## Task instructions
Go through the entries below from the first line and output each one exactly, up to and including the line with "For a GIS import: Transcribe".

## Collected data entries
★ ★ ★ ★

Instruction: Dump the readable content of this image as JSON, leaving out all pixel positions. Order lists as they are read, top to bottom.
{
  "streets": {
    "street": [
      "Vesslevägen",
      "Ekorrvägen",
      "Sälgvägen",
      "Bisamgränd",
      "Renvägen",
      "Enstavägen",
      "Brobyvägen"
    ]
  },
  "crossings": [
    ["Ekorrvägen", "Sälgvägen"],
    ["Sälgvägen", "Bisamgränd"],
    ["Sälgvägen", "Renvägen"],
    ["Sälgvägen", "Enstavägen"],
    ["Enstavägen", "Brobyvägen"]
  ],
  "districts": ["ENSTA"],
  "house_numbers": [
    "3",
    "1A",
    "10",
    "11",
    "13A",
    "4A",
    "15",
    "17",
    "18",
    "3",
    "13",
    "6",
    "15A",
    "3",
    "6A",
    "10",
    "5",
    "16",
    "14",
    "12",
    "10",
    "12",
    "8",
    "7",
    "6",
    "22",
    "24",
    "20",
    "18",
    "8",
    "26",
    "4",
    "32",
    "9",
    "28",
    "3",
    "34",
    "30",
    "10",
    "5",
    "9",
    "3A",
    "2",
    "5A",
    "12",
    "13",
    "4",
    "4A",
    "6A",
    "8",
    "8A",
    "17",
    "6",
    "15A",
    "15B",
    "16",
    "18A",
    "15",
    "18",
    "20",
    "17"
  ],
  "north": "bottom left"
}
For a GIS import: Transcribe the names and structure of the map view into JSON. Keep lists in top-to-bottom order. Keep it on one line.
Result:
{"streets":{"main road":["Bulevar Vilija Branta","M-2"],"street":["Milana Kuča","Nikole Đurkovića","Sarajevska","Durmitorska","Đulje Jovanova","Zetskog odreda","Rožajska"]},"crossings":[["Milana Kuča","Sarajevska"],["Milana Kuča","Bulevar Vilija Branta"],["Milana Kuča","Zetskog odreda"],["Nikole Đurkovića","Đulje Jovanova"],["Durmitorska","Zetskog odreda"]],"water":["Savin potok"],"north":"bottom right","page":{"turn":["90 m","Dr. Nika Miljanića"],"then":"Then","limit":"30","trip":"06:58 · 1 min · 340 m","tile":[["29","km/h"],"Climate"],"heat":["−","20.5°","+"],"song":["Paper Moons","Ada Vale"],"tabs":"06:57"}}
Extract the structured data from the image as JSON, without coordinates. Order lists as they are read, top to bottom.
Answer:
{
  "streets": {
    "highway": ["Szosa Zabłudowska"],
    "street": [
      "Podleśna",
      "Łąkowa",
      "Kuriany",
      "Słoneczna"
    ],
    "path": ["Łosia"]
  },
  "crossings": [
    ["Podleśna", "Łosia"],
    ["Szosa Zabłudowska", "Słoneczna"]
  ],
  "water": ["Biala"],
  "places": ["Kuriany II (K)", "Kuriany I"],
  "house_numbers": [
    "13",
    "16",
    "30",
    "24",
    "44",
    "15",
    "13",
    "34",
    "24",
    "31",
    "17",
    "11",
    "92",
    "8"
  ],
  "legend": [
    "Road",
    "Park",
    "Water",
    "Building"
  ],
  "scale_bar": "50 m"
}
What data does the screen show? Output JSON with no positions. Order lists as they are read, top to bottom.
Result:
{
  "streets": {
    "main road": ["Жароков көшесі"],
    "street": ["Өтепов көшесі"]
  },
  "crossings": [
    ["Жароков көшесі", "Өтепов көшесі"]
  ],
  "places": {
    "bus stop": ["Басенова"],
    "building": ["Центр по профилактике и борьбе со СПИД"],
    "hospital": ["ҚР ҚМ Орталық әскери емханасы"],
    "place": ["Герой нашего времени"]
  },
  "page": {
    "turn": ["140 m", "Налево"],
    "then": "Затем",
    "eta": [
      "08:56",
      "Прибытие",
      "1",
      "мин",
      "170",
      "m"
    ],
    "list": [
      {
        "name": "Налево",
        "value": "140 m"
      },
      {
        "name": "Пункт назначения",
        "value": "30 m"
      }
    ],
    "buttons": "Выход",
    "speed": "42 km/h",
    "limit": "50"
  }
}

★ ★ ★ ★

## Answer below
Instruction: Dump the readable content of this image as JSON, leaving out all pixel positions. Order lists as they are read, top to bottom.
{
  "streets": {
    "street": [
      "Vesslevägen",
      "Ekorrvägen",
      "Sälgvägen",
      "Bisamgränd",
      "Renvägen",
      "Enstavägen",
      "Brobyvägen"
    ]
  },
  "crossings": [
    ["Ekorrvägen", "Sälgvägen"],
    ["Sälgvägen", "Bisamgränd"],
    ["Sälgvägen", "Renvägen"],
    ["Sälgvägen", "Enstavägen"],
    ["Enstavägen", "Brobyvägen"]
  ],
  "districts": ["ENSTA"],
  "house_numbers": [
    "3",
    "1A",
    "10",
    "11",
    "13A",
    "4A",
    "15",
    "17",
    "18",
    "3",
    "13",
    "6",
    "15A",
    "3",
    "6A",
    "10",
    "5",
    "16",
    "14",
    "12",
    "10",
    "12",
    "8",
    "7",
    "6",
    "22",
    "24",
    "20",
    "18",
    "8",
    "26",
    "4",
    "32",
    "9",
    "28",
    "3",
    "34",
    "30",
    "10",
    "5",
    "9",
    "3A",
    "2",
    "5A",
    "12",
    "13",
    "4",
    "4A",
    "6A",
    "8",
    "8A",
    "17",
    "6",
    "15A",
    "15B",
    "16",
    "18A",
    "15",
    "18",
    "20",
    "17"
  ],
  "north": "bottom left"
}
For a GIS import: Transcribe the names and structure of the map view into JSON. Keep lists in top-to-bottom order. Keep it on one line.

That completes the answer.